■ Problem requirements ■
Report how many lines of the listing include the word "WALLERFANGER"; nothing else should be written.
(Data for this task begins)
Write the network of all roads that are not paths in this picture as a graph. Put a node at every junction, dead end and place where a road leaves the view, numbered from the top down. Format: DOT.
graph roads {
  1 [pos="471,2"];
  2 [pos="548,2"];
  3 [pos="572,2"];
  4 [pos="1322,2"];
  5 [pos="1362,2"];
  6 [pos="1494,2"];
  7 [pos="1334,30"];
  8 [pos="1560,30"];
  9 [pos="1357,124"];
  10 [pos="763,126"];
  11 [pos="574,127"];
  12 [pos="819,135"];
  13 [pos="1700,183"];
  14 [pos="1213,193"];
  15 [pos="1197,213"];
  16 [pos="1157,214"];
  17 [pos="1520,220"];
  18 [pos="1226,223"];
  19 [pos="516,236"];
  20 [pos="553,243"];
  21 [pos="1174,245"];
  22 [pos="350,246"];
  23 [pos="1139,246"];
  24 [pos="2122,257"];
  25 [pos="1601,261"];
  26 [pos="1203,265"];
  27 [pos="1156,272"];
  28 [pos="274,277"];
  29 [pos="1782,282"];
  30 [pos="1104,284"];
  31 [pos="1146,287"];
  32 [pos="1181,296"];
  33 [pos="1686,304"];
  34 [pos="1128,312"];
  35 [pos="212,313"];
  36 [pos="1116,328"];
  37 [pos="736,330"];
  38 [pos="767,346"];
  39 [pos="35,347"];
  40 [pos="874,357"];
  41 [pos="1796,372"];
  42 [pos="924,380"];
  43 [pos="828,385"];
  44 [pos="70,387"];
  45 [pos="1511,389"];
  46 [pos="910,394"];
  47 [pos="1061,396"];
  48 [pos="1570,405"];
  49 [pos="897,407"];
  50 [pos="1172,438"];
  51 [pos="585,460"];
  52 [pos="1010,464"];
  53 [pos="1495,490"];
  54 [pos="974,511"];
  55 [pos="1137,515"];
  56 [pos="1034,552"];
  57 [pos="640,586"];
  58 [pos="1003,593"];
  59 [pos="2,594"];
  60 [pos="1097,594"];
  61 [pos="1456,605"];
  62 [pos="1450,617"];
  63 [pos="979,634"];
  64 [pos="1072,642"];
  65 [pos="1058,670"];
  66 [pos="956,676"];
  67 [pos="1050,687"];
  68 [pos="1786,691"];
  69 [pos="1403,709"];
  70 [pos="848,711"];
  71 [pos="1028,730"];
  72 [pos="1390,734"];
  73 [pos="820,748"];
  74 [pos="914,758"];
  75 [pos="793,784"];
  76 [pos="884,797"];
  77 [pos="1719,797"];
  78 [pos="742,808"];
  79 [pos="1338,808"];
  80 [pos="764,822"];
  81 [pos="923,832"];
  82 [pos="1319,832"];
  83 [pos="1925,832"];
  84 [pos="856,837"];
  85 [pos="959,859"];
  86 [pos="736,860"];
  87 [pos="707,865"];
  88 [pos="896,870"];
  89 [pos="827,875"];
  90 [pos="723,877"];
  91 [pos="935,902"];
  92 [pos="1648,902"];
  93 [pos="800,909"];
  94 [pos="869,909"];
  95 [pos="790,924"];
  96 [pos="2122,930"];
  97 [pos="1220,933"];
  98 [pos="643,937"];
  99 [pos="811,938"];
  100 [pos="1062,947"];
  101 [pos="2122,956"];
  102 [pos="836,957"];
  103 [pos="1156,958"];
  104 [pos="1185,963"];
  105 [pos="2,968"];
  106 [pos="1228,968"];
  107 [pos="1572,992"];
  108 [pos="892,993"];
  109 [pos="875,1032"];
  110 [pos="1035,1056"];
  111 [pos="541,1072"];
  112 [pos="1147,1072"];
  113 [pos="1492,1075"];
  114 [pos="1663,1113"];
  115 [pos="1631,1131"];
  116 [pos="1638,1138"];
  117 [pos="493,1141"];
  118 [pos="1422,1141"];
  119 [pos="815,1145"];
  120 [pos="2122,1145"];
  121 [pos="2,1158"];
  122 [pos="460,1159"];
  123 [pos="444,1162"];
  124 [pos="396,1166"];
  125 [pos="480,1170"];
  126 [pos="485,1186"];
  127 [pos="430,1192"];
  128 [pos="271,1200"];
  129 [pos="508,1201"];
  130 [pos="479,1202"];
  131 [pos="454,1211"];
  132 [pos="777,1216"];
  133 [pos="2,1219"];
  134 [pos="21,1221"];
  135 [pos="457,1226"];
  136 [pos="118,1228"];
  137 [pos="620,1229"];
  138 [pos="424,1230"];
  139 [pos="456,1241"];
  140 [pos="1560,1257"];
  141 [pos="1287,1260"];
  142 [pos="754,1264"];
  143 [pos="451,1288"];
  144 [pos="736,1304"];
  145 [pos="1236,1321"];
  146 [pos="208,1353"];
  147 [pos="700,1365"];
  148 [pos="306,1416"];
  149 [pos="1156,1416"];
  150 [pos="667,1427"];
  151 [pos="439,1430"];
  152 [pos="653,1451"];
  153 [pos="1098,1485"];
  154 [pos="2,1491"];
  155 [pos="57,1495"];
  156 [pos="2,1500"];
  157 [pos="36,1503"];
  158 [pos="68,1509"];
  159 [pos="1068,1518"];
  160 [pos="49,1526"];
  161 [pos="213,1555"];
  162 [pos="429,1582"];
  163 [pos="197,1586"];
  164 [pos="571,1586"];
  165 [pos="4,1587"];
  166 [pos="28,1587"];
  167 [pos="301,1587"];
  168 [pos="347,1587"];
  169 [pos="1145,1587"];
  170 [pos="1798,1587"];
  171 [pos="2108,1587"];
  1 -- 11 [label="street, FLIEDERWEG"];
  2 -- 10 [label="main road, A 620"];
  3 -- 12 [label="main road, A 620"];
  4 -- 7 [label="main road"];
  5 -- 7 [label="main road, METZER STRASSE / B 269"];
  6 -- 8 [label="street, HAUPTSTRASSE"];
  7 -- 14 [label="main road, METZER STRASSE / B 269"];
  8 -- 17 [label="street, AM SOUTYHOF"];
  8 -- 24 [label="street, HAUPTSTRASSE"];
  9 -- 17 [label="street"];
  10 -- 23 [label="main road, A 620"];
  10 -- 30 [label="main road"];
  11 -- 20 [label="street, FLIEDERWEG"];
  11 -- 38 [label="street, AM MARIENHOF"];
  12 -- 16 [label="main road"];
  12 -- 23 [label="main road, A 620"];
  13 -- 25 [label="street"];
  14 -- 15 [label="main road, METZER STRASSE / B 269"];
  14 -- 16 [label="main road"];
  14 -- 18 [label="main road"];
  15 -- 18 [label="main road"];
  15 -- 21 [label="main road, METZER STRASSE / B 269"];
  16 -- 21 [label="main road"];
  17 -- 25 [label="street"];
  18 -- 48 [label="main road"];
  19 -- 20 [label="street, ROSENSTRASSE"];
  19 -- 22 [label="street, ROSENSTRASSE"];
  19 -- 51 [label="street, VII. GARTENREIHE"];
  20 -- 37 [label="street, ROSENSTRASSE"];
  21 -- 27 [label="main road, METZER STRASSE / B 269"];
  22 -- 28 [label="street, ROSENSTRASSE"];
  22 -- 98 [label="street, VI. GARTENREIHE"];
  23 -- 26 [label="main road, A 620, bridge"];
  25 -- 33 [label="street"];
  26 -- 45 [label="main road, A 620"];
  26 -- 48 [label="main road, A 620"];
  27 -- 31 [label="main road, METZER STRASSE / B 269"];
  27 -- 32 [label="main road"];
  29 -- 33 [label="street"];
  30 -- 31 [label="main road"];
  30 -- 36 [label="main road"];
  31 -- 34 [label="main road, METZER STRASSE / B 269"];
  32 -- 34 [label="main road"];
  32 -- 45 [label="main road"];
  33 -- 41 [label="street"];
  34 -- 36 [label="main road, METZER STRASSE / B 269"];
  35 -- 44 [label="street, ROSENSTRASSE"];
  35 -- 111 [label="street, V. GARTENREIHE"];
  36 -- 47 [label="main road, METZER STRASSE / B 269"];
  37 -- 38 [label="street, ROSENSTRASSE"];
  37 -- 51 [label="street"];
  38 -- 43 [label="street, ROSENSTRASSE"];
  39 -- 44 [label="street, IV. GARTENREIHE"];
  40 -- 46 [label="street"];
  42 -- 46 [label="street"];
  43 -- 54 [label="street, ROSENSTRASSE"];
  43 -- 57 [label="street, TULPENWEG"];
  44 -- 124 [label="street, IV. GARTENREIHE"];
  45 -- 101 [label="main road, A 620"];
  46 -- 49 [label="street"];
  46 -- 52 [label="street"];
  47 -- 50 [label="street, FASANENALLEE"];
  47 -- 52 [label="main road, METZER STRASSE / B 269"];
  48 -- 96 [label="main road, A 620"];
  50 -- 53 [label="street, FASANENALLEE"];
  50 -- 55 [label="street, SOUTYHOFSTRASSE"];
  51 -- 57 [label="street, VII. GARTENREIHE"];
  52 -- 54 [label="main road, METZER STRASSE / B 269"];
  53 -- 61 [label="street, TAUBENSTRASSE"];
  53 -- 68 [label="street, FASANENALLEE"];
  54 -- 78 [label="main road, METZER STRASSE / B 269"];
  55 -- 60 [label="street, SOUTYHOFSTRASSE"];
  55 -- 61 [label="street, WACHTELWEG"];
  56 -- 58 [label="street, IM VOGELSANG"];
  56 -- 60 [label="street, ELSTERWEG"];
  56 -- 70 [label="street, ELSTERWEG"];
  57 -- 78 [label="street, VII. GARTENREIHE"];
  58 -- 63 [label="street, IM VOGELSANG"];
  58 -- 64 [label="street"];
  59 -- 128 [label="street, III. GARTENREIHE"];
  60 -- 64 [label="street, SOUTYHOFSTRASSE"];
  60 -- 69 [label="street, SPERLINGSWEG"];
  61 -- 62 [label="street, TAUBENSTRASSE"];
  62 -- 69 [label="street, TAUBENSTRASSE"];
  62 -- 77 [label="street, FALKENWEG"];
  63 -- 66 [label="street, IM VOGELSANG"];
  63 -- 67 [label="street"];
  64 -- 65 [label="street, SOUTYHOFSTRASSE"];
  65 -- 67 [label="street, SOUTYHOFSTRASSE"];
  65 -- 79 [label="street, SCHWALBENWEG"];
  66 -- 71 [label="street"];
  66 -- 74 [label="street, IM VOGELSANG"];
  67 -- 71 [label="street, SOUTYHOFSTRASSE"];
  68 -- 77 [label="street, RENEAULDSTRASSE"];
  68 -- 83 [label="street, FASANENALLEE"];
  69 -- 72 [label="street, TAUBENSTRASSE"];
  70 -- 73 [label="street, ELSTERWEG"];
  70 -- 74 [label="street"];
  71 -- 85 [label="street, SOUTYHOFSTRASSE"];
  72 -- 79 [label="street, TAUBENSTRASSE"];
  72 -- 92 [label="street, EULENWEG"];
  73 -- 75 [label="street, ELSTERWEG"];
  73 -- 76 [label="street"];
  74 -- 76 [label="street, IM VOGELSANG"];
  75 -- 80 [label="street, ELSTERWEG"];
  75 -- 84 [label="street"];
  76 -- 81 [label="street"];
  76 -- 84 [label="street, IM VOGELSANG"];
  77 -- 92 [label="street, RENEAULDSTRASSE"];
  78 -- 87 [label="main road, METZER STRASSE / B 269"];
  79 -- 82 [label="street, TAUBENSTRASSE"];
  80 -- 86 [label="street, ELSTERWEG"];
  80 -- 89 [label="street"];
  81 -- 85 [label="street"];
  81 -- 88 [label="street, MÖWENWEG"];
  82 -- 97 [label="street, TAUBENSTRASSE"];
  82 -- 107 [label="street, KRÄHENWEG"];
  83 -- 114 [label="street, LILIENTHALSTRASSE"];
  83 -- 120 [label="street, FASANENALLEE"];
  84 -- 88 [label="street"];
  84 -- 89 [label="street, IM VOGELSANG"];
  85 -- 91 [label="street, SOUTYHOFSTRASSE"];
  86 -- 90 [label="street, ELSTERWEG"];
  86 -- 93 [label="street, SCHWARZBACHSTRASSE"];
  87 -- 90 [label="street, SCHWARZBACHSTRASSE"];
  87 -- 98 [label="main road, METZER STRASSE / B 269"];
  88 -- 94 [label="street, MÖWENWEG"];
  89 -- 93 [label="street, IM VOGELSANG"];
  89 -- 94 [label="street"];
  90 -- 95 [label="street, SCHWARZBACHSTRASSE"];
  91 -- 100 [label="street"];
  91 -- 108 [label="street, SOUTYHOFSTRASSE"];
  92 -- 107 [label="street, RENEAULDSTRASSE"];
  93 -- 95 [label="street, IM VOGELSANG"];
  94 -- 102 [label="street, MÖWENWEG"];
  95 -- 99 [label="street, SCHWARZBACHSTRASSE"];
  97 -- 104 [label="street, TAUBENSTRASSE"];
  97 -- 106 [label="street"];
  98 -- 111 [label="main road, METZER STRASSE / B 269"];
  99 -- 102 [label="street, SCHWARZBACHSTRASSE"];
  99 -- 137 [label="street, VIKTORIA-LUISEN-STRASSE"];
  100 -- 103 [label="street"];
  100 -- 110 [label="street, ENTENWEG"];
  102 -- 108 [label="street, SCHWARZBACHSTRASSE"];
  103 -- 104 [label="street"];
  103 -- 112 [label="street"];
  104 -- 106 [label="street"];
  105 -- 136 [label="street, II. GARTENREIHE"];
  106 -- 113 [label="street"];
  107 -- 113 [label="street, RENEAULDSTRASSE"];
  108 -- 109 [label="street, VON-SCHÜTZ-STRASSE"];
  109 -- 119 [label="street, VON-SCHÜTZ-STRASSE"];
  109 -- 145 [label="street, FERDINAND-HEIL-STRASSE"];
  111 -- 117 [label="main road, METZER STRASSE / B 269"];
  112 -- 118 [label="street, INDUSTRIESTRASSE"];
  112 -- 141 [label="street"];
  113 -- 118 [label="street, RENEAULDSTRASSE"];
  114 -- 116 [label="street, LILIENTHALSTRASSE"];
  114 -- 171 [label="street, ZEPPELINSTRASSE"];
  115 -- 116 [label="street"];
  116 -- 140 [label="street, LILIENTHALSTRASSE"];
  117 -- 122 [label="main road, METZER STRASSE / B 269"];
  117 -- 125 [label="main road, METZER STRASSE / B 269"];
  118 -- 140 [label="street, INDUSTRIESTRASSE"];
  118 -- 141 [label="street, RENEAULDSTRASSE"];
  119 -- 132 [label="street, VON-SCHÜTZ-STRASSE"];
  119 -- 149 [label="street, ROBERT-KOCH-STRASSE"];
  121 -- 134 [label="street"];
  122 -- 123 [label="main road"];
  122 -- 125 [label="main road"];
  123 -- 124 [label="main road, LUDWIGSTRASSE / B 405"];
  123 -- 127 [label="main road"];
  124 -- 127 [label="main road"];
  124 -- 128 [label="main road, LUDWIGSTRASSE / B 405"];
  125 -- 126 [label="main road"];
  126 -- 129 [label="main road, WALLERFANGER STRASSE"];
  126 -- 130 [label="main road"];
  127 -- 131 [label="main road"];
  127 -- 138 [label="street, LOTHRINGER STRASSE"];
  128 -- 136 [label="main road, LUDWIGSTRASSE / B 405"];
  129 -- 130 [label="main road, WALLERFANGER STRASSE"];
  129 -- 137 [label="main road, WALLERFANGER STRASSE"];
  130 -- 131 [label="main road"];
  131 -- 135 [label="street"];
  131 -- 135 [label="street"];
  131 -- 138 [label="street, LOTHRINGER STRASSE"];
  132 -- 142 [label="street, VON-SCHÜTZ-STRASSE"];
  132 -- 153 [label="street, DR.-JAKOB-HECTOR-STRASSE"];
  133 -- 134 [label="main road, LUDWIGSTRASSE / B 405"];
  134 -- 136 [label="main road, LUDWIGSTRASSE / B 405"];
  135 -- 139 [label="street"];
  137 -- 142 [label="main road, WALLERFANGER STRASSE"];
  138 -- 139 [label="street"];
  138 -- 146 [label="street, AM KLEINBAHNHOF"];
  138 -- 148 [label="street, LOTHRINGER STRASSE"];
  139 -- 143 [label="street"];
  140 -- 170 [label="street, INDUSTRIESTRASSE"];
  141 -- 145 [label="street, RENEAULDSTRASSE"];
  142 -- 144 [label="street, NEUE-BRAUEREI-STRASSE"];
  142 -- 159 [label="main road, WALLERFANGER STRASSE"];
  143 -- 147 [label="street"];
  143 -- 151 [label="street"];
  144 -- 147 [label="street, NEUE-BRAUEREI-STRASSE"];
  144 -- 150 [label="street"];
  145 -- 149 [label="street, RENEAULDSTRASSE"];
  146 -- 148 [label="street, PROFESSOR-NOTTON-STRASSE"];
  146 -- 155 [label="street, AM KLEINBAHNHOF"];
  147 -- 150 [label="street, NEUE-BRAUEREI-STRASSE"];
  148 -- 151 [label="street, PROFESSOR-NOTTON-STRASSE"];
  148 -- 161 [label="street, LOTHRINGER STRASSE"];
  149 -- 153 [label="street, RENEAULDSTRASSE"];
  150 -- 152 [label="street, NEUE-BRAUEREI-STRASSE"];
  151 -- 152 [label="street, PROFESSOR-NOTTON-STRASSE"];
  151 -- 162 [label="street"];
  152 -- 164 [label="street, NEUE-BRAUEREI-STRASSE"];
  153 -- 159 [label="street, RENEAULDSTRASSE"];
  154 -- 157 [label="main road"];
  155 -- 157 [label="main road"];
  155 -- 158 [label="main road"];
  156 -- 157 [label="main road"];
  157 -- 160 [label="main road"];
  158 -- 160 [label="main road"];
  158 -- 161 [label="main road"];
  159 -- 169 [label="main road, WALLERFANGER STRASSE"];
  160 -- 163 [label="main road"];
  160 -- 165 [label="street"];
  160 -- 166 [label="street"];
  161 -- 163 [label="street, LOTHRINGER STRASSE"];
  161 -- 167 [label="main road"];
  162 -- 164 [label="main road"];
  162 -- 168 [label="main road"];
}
(Data for this task ends)
■ Task solution ■
6